If you are really interested in the status quo of the education in Chile compared to the OECD members, you can check the official and fresh report here, which will not show such a negatively partial article here (its the trend to beat on the chilean educational system, it sells):
www.oecd.org/dataoecd/61/2/48631582.pdf
We are not always on the tail of the meassuring and do several times outpace developped countries in several indicators .
Like for example Austria, Germany in percentage of Population that has attained tertiary education for the group of 25-34 aged)

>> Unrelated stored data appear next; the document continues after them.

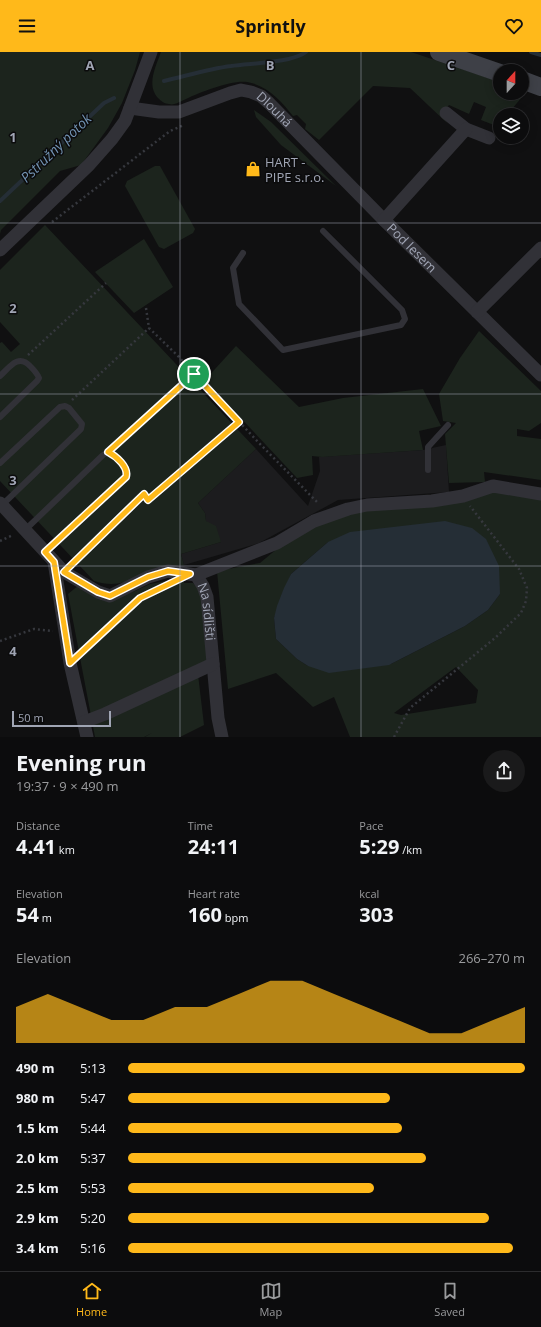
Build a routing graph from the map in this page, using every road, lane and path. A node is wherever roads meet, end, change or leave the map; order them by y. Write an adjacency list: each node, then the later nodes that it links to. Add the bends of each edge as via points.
1 (151, 52): 6 (street)
2 (439, 52): 3 (main road)
3 (493, 71)
4 (529, 83): 5 (main road)
5 (541, 87)
6 (130, 108): 11 (street, Dlouhá, via 179,112 241,90 261,96); 15 (street, via 116,133 98,155)
7 (446, 112): 9 (street)
8 (190, 122): 12 (path, via 170,131)
9 (466, 129): 10 (street); 11 (street, Pod lesem)
10 (489, 138)
11 (384, 220): 19 (street, Pod lesem)
12 (52, 222)
13 (323, 231): 16 (lane, via 402,310 405,319 401,325 283,350 239,304 233,268)
14 (541, 248): 19 (street)
15 (0, 250)
16 (243, 253)
17 (106, 283): 21 (path)
18 (146, 308): 20 (path)
19 (477, 312): 23 (street, Pod lesem)
20 (149, 328): 22 (path); 25 (path)
21 (22, 360): 24 (lane, via 16,361); 26 (lane, via 38,374 39,378)
22 (194, 374): 27 (path); 29 (path)
23 (541, 375)
24 (0, 376)
25 (65, 406): 30 (lane, via 60,407); 36 (lane, via 80,420 81,429)
26 (0, 417)
27 (239, 422): 32 (path, via 148,500); 35 (path)
28 (448, 425): 31 (lane, via 428,447)
29 (108, 452): 37 (lane); 38 (lane, via 126,468 126,477)
30 (0, 462)
31 (428, 470)
32 (144, 494): 39 (lane)
33 (541, 494): 34 (street, via 493,486)
34 (463, 496): 40 (street, via 348,509 314,521 276,543); 48 (path, via 519,569 527,588 526,601 521,613 495,638 410,708)
35 (317, 502)
36 (1, 504): 37 (street, Na sídlišti)
37 (25, 530): 38 (street, Na sídlišti)
38 (50, 557): 39 (street, Na sídlišti); 41 (street)
39 (64, 572): 40 (street, Na sídlišti, via 98,592 110,596 148,577 168,571)
40 (193, 574): 43 (lane, via 140,598); 44 (street, Na sídlišti, via 203,586 207,597)
41 (65, 632): 42 (path, via 34,629); 43 (street)
42 (0, 641)
43 (70, 663): 45 (street)
44 (213, 664): 45 (street); 47 (street, Na sídlišti)
45 (84, 722): 46 (street)
46 (87, 737)
47 (222, 737)
48 (394, 737)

Or even more exteme outbalancing Austria, Germany, Norway, Luxembourg, UK, Australia, Belgium, Netherlands, New Zealand, Iceland in percentage of Population that has attained tertiary Education for the group of 25-34 aged)

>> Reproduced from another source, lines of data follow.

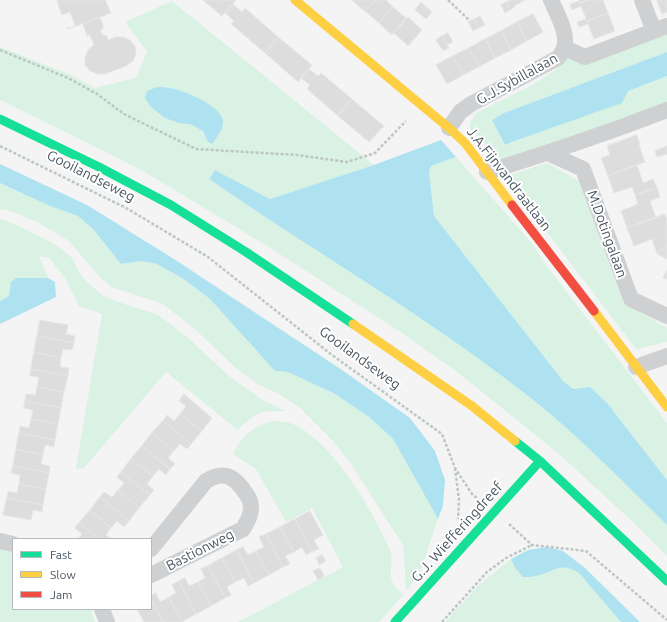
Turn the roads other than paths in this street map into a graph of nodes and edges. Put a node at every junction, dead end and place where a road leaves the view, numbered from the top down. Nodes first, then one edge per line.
1 (295, 0) edge
2 (551, 0) edge
3 (642, 0) edge
4 (660, 29) edge
5 (565, 48) junction
6 (667, 110) edge
7 (0, 119) edge
8 (449, 128) junction
9 (548, 153) junction
10 (487, 172) junction
11 (667, 316) edge
12 (667, 356) edge
13 (636, 367) junction
14 (667, 407) edge
15 (540, 461) junction
16 (0, 541) edge
17 (12, 544) edge
18 (152, 548) edge
19 (152, 574) edge
20 (667, 580) edge
21 (102, 610) edge
22 (107, 622) edge
23 (395, 622) edge

1 - 8 main road, J.A.Fijnvandraatlaan
2 - 5 street, G.J.Sybillalaan
3 - 4 street
4 - 5 street
5 - 8 street, G.J.Sybillalaan
6 - 9 street
7 - 15 main road, Gooilandseweg
8 - 10 main road, J.A.Fijnvandraatlaan
9 - 10 street
9 - 11 street, M.Dotingalaan
10 - 13 main road, J.A.Fijnvandraatlaan
12 - 13 street
13 - 14 main road, J.A.Fijnvandraatlaan
15 - 20 main road, Gooilandseweg
15 - 23 main road, G.J. Wiefferingdreef
16 - 17 street
18 - 19 street, Bastionweg
21 - 22 street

Check this on page 30 and 32.
Interestingly on some studies, they take non-OECD members for comparisons, like Argentina and Brasil. In that cases, we sometimes do really look like first world, even this might not be reality... yet. ;)
Seems strange, though not impossible.
Whilst I am not averse to the state topping-up the funds for private schools, everything being equalised (like funding being related to the number of students, teachers, etc) the totality of funding that the state schools individually receive should ALWAYS greatly exceed the individual private top-ups.
One key question is
'how much does a family pay per term/year for their child to attend a private school'?
Another might be
'what percentage of total school costs does parential contribution cover'?
This is a real snake-pit of a Mercopress article.
I think there might be a Mercopress snake in the pit.
the OECD research and publications on education profiles across the developed and developing world are profoundly good, the best available, by far.
What we have here is a Mercopress writer who is being a little bit naughty, somebody who has been too lazy to extract the sense available within a big document. This is typical of an article written by an office junior with 'an agenda' - hence my comment at#3.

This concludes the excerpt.